"The rule, scheduled to be completed one year from now, will give flexibility to the states, which must implement the rules and submit compliance plans to EPA by June 2016," Harder writes. "States can decide how to meet the reductions, including joining or creating new cap-and-trade programs, deploying more renewable energy or ramping up energy-efficiency technologies. Each state will have different percent reduction standards, and the national average will be 25 percent by 2020 and 30 percent by 2030."
As both sides spar -- between the push for cleaner energy to help curb climate change versus the "war on coal" and the loss of jobs -- many theories are being thrown around about climate change and global warming, whether they exist, and if so, how much is caused by human activity. Background articles can be found on the EPA website, at the Explaining Climate Change, the World Wildlife Fund and Skeptical Science sites, and in a Climate Change 101 tutorial with Bill Nye published by Smithsonian magazine. Other links to studies are here, here and here.

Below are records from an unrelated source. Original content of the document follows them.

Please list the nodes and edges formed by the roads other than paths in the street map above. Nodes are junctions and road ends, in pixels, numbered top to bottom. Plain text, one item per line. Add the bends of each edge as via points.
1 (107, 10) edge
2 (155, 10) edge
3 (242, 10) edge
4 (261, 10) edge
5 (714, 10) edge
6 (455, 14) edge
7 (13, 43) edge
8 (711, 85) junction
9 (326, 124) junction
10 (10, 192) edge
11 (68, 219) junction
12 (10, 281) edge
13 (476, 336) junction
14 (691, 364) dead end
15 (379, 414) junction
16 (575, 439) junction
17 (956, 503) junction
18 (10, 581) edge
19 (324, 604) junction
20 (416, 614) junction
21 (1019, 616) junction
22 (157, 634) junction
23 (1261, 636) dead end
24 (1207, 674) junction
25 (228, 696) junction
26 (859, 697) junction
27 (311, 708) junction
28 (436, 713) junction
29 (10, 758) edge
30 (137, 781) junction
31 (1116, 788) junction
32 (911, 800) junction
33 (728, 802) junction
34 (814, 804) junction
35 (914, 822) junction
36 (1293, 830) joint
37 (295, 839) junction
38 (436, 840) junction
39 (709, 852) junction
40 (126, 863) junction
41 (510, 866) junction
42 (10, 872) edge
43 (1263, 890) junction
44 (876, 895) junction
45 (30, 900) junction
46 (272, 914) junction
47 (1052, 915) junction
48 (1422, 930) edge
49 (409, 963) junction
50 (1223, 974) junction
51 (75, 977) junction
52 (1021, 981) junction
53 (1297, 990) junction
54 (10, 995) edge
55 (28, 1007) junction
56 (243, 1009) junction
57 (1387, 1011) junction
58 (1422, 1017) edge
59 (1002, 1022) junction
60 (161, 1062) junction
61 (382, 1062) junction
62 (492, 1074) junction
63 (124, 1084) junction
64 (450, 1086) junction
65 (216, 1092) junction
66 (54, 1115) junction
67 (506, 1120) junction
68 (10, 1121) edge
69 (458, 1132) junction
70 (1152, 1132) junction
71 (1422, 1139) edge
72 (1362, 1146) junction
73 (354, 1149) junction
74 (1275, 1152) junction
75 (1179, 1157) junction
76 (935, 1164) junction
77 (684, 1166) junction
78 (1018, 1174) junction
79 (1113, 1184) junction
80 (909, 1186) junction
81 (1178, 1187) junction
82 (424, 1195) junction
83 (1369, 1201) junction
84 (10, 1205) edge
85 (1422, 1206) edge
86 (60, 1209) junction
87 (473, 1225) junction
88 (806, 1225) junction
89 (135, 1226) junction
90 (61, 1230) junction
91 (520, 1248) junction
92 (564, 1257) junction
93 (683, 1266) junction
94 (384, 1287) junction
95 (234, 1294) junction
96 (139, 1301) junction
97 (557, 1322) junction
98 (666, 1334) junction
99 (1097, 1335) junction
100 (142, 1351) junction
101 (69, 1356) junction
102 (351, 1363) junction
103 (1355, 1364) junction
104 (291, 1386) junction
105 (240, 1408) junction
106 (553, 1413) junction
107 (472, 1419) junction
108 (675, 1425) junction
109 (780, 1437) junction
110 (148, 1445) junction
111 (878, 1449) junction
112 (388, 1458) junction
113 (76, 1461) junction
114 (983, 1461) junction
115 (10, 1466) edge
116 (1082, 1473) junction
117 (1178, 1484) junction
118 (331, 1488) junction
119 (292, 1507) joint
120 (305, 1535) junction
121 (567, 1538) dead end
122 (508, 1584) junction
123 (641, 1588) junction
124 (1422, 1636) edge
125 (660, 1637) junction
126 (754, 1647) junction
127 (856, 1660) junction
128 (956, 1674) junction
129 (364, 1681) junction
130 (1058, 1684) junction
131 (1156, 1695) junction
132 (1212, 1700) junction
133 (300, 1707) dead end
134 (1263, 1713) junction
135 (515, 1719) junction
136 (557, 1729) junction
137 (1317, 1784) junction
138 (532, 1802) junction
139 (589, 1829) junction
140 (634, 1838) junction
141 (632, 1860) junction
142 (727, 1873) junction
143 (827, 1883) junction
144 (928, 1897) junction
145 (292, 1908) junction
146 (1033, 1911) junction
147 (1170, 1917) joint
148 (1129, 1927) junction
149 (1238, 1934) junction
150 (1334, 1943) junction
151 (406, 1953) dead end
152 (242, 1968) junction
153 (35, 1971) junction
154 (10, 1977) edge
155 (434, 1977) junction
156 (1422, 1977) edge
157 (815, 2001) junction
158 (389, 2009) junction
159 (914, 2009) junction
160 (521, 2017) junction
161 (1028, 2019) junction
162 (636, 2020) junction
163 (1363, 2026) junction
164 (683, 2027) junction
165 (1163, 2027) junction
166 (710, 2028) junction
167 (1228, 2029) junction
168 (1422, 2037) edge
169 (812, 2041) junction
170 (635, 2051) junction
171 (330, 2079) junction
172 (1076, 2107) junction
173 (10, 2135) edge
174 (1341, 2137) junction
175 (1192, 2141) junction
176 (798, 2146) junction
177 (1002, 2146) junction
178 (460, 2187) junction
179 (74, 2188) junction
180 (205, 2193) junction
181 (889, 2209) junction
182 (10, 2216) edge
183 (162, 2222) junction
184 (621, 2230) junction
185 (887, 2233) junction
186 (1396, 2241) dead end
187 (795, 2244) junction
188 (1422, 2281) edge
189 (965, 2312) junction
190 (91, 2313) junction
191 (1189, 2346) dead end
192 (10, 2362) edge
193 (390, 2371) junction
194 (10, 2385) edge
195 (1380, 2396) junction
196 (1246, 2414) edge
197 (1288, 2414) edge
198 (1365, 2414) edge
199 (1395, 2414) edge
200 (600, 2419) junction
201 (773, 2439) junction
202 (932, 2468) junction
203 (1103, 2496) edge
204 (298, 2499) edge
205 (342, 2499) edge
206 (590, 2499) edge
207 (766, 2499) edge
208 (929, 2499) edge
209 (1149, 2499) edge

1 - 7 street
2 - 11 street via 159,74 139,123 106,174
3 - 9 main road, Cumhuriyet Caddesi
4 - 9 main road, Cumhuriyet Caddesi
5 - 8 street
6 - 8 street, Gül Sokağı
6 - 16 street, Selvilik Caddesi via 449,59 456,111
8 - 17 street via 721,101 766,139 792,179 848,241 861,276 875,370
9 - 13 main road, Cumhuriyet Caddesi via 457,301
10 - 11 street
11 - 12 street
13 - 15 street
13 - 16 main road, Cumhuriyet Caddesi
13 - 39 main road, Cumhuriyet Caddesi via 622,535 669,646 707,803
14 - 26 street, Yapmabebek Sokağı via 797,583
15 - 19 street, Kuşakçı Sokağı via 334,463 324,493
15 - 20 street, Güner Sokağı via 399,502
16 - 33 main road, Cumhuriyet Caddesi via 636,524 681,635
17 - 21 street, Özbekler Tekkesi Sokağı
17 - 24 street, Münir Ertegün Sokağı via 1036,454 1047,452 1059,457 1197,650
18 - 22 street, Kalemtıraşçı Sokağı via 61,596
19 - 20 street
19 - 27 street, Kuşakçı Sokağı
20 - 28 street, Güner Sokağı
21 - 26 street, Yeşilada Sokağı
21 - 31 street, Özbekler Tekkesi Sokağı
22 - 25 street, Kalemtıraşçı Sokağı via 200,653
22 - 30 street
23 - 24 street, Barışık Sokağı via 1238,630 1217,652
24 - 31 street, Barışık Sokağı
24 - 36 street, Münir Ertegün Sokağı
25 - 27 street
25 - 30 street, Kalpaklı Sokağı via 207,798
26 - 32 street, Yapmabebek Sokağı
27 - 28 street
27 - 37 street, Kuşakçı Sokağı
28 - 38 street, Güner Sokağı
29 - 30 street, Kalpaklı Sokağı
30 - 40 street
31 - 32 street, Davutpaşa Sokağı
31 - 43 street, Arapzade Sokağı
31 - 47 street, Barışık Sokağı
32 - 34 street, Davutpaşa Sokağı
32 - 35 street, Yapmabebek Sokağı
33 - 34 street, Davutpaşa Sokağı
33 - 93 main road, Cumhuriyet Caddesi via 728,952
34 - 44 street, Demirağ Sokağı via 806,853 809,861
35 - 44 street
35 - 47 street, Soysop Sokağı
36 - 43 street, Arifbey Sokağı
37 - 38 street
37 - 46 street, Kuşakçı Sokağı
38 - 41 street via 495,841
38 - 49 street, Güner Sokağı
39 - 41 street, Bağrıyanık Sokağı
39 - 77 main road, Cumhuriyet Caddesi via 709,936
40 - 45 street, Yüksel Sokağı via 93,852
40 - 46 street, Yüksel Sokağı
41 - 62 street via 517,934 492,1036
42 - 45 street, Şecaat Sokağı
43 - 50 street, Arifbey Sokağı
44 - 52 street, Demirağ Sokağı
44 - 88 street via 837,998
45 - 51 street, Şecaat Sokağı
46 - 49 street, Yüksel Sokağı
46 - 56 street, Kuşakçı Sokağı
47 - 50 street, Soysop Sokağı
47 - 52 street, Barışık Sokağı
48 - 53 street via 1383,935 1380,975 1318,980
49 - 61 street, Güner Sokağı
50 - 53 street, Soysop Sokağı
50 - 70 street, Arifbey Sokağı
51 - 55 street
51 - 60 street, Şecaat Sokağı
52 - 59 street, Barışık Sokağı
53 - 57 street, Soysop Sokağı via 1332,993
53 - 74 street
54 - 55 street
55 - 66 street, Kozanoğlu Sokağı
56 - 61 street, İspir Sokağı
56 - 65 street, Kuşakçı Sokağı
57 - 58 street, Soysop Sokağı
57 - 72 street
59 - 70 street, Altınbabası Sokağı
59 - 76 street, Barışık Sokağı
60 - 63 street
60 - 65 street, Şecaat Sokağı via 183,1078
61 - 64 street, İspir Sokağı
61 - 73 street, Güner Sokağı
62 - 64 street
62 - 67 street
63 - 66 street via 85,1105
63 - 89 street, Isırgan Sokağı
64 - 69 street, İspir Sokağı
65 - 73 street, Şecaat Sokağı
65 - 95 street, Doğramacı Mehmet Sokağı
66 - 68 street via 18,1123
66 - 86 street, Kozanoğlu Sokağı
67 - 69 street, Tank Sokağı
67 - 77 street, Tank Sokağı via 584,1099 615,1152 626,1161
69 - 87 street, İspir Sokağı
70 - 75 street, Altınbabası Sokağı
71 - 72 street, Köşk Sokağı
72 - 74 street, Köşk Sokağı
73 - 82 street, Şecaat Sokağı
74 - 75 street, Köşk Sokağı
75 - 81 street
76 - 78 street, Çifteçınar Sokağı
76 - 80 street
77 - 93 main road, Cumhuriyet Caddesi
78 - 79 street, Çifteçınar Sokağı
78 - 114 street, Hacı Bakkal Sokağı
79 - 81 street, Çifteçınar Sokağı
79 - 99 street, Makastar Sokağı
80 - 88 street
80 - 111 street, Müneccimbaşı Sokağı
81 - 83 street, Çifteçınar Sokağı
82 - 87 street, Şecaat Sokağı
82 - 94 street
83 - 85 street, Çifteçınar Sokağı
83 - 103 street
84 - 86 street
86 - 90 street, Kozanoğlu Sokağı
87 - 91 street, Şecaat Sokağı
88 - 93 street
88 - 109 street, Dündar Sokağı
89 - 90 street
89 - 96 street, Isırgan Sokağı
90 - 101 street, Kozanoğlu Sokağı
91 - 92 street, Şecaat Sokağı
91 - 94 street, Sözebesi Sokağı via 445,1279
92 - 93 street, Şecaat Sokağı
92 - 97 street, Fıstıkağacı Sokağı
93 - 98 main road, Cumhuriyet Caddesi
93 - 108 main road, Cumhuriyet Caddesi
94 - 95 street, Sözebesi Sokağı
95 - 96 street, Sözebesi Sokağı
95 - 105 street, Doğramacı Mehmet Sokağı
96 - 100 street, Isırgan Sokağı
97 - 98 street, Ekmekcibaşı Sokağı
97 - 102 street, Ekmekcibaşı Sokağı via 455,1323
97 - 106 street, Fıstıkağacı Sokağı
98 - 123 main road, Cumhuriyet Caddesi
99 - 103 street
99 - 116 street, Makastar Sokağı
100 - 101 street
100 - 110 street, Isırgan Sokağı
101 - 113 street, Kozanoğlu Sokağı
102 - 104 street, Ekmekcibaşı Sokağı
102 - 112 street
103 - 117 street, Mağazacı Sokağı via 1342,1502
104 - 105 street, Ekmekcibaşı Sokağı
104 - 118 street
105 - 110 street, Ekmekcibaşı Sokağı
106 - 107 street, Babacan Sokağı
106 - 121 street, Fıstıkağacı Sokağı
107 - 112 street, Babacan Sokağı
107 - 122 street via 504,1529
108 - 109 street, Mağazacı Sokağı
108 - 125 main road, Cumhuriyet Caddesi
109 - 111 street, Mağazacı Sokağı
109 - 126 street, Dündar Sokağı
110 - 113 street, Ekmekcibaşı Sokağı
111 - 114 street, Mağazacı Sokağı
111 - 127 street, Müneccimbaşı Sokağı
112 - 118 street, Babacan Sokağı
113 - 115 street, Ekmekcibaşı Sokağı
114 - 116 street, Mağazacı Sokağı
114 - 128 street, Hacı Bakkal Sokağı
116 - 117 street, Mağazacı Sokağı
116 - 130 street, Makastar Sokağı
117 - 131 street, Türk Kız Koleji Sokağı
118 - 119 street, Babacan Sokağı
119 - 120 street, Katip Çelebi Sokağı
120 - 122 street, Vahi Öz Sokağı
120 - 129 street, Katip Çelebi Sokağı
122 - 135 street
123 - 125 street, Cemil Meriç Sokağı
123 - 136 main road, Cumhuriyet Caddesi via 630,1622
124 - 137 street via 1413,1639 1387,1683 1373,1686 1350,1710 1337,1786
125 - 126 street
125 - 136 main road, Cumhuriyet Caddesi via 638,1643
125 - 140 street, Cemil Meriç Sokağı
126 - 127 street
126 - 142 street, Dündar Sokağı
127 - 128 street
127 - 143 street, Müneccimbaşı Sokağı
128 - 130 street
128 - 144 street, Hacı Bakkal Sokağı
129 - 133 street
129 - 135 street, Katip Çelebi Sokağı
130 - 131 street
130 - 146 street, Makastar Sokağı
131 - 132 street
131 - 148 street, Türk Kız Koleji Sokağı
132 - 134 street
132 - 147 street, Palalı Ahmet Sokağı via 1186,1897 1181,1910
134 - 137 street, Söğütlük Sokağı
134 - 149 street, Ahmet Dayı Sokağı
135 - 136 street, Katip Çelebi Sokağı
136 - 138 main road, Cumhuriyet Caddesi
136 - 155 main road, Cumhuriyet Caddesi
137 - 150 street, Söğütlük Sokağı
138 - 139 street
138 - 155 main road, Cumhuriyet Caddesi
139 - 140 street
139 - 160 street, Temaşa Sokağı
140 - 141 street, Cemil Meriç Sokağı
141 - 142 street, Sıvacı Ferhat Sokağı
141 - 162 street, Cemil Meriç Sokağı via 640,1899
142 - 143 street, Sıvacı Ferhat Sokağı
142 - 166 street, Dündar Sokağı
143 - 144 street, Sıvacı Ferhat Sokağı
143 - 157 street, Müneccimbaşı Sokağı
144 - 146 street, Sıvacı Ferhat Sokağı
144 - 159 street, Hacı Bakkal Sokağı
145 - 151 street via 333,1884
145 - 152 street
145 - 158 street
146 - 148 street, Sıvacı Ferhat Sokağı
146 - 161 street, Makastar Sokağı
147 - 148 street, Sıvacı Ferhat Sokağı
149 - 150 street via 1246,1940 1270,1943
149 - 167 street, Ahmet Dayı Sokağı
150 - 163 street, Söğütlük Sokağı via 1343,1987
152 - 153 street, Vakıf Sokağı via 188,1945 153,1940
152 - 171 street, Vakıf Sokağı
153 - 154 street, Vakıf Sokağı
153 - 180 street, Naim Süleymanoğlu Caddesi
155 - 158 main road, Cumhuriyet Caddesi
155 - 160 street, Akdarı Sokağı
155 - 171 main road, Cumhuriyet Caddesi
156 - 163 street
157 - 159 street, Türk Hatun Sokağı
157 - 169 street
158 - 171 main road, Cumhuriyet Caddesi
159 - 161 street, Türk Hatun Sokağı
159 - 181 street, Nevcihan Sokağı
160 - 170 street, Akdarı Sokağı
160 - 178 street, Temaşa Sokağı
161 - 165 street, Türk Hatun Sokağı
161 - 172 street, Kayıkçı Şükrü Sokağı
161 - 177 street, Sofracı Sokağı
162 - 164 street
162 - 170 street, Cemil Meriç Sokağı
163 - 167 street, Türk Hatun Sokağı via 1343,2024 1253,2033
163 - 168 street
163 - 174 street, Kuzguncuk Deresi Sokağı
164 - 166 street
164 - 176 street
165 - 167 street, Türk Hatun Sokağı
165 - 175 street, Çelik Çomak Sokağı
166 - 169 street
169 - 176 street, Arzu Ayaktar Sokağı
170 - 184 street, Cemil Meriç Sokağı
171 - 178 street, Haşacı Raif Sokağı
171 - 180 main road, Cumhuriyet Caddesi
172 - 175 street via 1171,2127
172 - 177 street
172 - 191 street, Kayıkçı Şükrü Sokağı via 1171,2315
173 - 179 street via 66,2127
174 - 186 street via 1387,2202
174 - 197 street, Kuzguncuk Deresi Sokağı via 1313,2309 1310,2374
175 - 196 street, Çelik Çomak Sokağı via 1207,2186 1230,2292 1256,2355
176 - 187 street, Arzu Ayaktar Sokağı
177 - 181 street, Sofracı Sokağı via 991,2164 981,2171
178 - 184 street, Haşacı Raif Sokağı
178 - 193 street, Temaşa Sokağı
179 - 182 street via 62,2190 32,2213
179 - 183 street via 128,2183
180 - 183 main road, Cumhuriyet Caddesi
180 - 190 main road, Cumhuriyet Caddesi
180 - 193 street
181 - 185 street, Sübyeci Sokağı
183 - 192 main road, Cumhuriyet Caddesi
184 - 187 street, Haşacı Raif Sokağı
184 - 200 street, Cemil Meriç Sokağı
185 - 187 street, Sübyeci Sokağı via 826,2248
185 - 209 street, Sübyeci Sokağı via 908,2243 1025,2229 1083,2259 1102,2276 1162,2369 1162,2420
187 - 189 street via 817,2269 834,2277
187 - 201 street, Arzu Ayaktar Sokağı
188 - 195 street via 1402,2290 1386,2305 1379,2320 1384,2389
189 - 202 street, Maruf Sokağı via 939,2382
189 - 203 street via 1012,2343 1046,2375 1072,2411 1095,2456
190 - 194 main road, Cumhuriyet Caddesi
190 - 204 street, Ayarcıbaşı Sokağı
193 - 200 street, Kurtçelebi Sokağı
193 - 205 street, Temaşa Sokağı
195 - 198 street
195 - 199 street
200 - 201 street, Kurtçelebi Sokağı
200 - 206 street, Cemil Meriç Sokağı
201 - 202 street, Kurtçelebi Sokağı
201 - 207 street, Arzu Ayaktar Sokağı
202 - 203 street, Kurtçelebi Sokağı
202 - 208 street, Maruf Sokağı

The plan could be bad news for some coal states, and not just because they mine the black rock. In West Virginia and Kentucky, respectively, 96 percent and 92 percent of electricity comes from coal. "In arguing against EPA action on carbon dioxide emissions, coal backers complain that the technology isn’t ready yet—and that the federal government needs to do more to support research and development of it," Ken Ward reports for The Charleston Gazette. Rep. Nick J. Rahall (D-W.Va.) said on the House floor, “It will be very bad for jobs. The only real question is where, on a scale from devastating to a death blow, the new rule will fall.” (Read more)
“The administration for all intents and purposes is creating America’s next energy crisis,” said Mike Duncan, president and CEO of the American Coalition for Clean Coal Electricity. “The administration chose political expediency over practical reality as it unveiled energy standards devoid of commonsense and flexibility.”